Records provided =
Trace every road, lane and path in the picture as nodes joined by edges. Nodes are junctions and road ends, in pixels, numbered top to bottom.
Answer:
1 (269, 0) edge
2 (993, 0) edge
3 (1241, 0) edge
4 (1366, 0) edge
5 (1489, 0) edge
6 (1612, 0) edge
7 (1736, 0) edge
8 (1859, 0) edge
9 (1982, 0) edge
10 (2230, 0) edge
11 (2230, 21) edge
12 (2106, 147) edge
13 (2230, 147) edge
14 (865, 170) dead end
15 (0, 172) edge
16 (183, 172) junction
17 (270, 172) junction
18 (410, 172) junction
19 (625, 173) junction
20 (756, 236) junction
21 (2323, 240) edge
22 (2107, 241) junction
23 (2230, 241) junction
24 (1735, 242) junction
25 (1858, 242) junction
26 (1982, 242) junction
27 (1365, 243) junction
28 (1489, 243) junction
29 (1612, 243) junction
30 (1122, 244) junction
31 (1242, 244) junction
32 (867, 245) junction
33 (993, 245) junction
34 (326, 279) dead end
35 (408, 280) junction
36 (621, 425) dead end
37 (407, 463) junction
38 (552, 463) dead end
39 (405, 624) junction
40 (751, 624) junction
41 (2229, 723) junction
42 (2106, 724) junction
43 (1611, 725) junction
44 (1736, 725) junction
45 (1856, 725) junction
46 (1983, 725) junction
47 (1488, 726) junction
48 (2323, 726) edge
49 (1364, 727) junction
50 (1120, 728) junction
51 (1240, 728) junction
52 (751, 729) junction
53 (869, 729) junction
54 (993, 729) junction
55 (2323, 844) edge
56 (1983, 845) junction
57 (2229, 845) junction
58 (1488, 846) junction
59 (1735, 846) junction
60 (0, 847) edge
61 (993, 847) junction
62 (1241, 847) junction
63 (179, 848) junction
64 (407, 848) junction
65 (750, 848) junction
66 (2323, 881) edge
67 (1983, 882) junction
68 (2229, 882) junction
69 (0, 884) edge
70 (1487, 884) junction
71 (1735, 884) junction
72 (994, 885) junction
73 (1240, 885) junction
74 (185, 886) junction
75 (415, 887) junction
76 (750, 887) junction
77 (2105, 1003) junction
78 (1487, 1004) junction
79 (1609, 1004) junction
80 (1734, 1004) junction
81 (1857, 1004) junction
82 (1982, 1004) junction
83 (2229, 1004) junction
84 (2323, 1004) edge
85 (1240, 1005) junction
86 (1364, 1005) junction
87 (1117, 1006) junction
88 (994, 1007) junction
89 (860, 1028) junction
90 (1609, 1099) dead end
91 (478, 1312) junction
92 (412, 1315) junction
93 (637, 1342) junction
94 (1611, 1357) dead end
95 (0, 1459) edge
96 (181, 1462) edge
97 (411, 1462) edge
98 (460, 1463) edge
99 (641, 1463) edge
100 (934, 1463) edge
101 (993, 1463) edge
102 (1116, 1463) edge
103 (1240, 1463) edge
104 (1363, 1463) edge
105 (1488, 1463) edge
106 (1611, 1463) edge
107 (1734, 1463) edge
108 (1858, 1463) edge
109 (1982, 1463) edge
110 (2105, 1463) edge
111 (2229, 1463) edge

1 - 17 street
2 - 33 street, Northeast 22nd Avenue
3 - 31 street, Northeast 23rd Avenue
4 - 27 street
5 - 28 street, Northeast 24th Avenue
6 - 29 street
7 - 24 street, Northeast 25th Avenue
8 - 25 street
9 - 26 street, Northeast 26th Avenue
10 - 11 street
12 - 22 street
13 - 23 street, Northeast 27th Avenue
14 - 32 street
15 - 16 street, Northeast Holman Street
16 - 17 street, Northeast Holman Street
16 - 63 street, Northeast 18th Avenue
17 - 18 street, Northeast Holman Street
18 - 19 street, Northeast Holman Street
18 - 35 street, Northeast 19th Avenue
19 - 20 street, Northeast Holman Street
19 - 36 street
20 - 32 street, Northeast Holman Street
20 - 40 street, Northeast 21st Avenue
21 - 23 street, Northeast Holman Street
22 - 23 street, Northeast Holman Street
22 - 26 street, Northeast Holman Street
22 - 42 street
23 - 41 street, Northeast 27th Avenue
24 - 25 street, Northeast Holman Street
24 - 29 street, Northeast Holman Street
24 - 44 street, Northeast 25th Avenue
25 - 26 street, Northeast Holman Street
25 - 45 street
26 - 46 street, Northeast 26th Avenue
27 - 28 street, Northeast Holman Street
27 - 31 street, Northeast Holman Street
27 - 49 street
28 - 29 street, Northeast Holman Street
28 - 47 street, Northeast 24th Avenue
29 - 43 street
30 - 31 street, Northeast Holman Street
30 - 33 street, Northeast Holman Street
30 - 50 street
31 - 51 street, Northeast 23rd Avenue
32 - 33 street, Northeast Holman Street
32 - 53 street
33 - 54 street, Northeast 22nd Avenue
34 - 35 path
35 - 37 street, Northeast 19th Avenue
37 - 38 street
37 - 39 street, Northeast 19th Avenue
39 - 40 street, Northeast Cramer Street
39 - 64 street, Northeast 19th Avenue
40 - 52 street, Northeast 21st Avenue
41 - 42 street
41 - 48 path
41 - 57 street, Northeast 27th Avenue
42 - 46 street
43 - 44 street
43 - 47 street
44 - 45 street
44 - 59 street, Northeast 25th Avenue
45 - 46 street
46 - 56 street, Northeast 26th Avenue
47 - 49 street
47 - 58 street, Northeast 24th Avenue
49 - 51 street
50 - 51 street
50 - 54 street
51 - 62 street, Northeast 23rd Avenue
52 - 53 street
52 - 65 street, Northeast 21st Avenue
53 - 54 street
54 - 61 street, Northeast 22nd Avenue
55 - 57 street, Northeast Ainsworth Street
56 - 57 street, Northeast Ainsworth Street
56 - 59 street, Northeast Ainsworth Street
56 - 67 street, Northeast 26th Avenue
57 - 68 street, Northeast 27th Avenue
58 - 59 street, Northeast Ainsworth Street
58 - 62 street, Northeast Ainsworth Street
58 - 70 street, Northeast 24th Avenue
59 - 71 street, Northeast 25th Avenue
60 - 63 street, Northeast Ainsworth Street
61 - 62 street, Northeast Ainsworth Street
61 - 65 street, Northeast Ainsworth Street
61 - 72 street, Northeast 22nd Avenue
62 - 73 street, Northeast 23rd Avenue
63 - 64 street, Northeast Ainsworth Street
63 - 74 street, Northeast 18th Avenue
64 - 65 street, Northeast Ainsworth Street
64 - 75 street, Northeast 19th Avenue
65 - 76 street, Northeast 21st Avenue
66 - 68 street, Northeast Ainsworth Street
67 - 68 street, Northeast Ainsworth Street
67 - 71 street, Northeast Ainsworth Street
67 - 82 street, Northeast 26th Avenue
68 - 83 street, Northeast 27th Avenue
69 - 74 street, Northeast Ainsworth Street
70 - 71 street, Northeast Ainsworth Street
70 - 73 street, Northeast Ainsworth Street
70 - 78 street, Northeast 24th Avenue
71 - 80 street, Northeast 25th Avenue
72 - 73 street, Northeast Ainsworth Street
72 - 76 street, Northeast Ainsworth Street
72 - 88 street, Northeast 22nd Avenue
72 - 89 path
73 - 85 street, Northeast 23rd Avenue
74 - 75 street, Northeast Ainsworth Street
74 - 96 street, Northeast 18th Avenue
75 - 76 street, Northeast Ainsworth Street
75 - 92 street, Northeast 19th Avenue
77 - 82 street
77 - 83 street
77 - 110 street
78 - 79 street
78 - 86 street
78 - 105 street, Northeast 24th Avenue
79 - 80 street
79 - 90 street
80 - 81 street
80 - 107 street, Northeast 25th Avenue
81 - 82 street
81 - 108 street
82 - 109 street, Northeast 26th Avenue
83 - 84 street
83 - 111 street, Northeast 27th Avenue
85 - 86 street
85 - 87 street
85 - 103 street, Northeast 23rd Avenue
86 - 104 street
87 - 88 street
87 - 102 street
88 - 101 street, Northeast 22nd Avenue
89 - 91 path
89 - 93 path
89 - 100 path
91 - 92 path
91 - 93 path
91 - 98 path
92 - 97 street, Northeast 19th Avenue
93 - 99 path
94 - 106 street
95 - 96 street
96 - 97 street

What is being asked = Each line above with the word "path" must be returned.

Solved exercise =
Trace every road, lane and path in the picture as nodes joined by edges. Nodes are junctions and road ends, in pixels, numbered top to bottom.
34 - 35 path
41 - 48 path
72 - 89 path
89 - 91 path
89 - 93 path
89 - 100 path
91 - 92 path
91 - 93 path
91 - 98 path
93 - 99 path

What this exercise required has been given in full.